An interesting design! We’ve used mecanum for the past two years and were very satisfied with it in many respects, but know that it needs some push to really up our competition level. Thus, we’ve been working on our own drive (though I didn’t know it had a cool name like ‘octocanum’) which is similar in idea to this.
Thanks for sharing! (And great questions everyone. This is a good thread to follow for anyone considering such shenanigans like we are!)
Ether, your follow wheel mounting assumption is correct. They were positioned as in your diagram, and they were omniwheels.
We did use them to calculate a rotation rate, let’s call that Rotation_Follow. We also had rotation from the gyro, let’s call that Rotation_Gyro.
We found that Rotation_Follow wasn’t as good as the Rotation_Gyro, we suspect due to minute wheel scrub and small errors accumulating, but it did not suffer from drift. Consequently, we used Rotation_Gyro exclusively, but ignored any change in rotation while Rotation_Follow was 0 (typically at the start of the match before the robot was moving anywhere, or during testing when the robot spent a lot of time on a bench or disabled). This eliminated a large part of our gyro drift.
We tried a number of filters (Kalman was unfortunately beyond my reach, never had a strong grasp on linear algebra), but they turned out to be unnecessary - the gyro we used (don’t have the model # on me) was incredibly accurate - it usually only drifted ~3 degrees over the course of each match, even through collisions.
The “stationary detection” we did was only necessary when the robot was put on the field but the start of the match was delayed several minutes (yeah, we’ve all been there).
What’s the maximum speed at which you can switch between Mecanums and high-traction wheels? Plus, about many switches can be performed before there becomes a serious air deficiency such that it is unreasonable to switch at all, assuming you have about 3-4 tanks at 120 PSI at the start.
*Imagine a robot going around a circular track at constant speed such that it completes one lap every minute. The robot has a gyro mounted on it. The gyro rate will be 1 rpm, the same as if the robot were spinning in-place at 1 rpm.
I’ll have to check the math, but I believe that with 3 followers mounted [as shown](I’ll have to check the math, but I believe that with 3 followers mounted as shown, you can extract the vehicle’s rotation rate (the same rate measure by a gyro)), you can extract the vehicle’s rotation rate (the same rate measure by a gyro) for any vehicle motion.

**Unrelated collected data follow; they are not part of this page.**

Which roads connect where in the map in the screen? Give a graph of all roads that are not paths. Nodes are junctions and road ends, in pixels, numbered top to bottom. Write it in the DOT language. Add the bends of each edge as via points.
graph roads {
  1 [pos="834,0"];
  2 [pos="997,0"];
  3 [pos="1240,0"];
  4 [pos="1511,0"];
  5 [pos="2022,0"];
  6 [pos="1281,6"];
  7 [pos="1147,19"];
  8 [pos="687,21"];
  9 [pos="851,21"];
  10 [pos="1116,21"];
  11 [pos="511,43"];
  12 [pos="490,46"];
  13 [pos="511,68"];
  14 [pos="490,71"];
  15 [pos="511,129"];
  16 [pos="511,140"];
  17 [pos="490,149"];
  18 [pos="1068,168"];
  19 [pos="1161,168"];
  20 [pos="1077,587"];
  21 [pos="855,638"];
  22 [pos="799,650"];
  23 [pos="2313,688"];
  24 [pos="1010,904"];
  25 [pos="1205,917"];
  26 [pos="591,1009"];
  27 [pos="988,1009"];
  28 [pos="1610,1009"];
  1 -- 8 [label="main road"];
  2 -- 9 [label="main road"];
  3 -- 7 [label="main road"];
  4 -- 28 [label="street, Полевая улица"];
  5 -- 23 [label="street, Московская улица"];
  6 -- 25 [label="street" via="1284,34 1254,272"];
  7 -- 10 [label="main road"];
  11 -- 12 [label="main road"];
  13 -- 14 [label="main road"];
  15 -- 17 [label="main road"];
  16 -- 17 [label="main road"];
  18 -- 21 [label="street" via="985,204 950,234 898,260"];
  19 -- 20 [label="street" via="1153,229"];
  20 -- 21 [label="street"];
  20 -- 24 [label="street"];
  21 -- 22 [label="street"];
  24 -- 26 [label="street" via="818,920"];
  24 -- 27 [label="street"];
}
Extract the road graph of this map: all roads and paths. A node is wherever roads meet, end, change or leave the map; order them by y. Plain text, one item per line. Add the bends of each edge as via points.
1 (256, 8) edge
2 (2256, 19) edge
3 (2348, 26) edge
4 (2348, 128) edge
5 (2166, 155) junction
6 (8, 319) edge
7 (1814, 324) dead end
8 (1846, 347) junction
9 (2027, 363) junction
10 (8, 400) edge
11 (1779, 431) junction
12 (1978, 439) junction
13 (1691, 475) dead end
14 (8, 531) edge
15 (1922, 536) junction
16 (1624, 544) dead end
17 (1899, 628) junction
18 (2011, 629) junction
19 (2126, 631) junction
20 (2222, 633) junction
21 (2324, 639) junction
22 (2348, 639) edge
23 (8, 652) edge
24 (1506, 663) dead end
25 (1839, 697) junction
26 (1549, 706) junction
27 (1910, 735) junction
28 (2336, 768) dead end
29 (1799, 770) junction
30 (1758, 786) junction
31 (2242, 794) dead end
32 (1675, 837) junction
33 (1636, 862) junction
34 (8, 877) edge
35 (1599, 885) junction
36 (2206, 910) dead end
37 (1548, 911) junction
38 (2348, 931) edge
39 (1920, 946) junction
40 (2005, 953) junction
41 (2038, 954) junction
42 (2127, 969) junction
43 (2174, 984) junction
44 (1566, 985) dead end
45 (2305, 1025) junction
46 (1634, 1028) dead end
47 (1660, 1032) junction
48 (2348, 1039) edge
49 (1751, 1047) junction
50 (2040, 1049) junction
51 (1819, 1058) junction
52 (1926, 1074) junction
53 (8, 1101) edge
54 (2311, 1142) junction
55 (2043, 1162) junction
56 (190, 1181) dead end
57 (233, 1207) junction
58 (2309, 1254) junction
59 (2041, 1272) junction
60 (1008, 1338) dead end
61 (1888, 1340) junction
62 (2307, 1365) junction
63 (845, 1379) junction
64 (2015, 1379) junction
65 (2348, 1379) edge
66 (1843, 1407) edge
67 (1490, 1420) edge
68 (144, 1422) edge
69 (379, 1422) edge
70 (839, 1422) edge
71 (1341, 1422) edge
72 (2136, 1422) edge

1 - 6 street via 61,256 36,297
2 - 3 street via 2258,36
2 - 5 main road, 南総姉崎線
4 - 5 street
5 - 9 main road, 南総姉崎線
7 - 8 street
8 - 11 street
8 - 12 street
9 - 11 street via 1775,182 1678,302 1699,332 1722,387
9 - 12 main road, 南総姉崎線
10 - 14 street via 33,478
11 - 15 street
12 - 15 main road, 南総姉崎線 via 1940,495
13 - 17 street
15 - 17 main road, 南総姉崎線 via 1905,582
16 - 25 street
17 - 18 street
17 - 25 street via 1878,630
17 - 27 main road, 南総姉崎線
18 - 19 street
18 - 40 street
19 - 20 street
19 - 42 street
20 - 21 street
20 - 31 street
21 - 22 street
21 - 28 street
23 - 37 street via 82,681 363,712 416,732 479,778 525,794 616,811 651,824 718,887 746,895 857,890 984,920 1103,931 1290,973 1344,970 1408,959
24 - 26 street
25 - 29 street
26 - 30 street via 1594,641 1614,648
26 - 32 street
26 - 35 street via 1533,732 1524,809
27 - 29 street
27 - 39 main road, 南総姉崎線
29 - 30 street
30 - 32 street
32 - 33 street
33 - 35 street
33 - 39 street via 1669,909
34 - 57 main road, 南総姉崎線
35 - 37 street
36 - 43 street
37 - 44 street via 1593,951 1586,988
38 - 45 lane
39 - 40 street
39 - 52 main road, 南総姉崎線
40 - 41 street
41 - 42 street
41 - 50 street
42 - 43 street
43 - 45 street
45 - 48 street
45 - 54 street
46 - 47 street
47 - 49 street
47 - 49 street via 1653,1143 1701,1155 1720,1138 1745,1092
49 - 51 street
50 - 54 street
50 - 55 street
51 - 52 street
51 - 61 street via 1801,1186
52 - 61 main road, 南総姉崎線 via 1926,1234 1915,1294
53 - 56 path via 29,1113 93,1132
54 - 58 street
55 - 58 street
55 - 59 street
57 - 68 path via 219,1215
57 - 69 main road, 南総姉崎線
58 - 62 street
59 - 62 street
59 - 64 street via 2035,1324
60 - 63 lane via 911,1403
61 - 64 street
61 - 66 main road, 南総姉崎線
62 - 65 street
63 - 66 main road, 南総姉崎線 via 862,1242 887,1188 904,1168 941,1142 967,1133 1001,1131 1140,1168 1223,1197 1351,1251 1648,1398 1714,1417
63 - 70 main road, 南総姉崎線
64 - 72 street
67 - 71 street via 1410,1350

Yes, but that’s with 3 follower wheels. 488 only has two follower wheels measuring the floor, so I was clarifying as our swerve has two and there is no way we could infer rate from that (in fact we have to factor in the gyro rotation rate to even to get an accurate linear velocity).
EDIT: 488 actually has three follower wheels in that diagram, I was mistaken. Trivial calculation in that case.
We tried Mecanum wheels and tried field oriented drive. It was a good exercise for our programmer who did it all on his own. It would work for 10 to 15 seconds and then the headings will be off. I think it is because of gyro drift. We use the gyro that comes in the KOP. Is there a better one that we should use? We tried a compass sensor but there is too much electro magnetic interference from the motors. Any help would be appreciated.
The Discobots used the kit gyro last year to do field oriented drive on our omni-drive. We didn’t have to much issues with drift over the duration of the match. We did have it setup so that the driver could zero the gyro him self at any of the cardinal directions but he only needed to use it in a few matches.
Our biggest problem with the kit gyro was the initial calibration routine we were dead in the water during a few elimination matches at Lone Star because we didn’t let the robot sit still when we turned it on.
YMMV, but we used 1 tank, (2) 1.5" bore, 2" stroke cylinders to switch between traction & mecanums, (2) .75" (6 or 8" stroke) to lift claw, and 2 small cylinders to deploy the minibot, and never had a want for more air.
That is what we did. Not necessarily for the suspension, but we wanted the traction wheels to be the most outward wheels for stability, and on the the fixed axles for strength. Also, if there was an pneumatic failure, we wanted the default wheels to be the traction wheels.
Not shown in the sketch below, the pistons were vertical, one on each side, and they pushed down where the front and rear pivot arms met in the center of the robot. We used the 8" Andymark wheels, not by preference, but budget. We had a new, unused set on the shelf as spares from the prior year. Also not shown below, the transmissions and outer axle bearing were rigidly mounted to chassis.
Yes, 8 motors on drivetrain, 1 CIM and 1 CIM-U-LATOR/775 per wheel.
While I personally preferred the field-orientated driving, unfortunately (for me) mentors don’t drive. Our driver preferred traditional controls, so that his orientation didn’t change when swapping between traction and mecanums.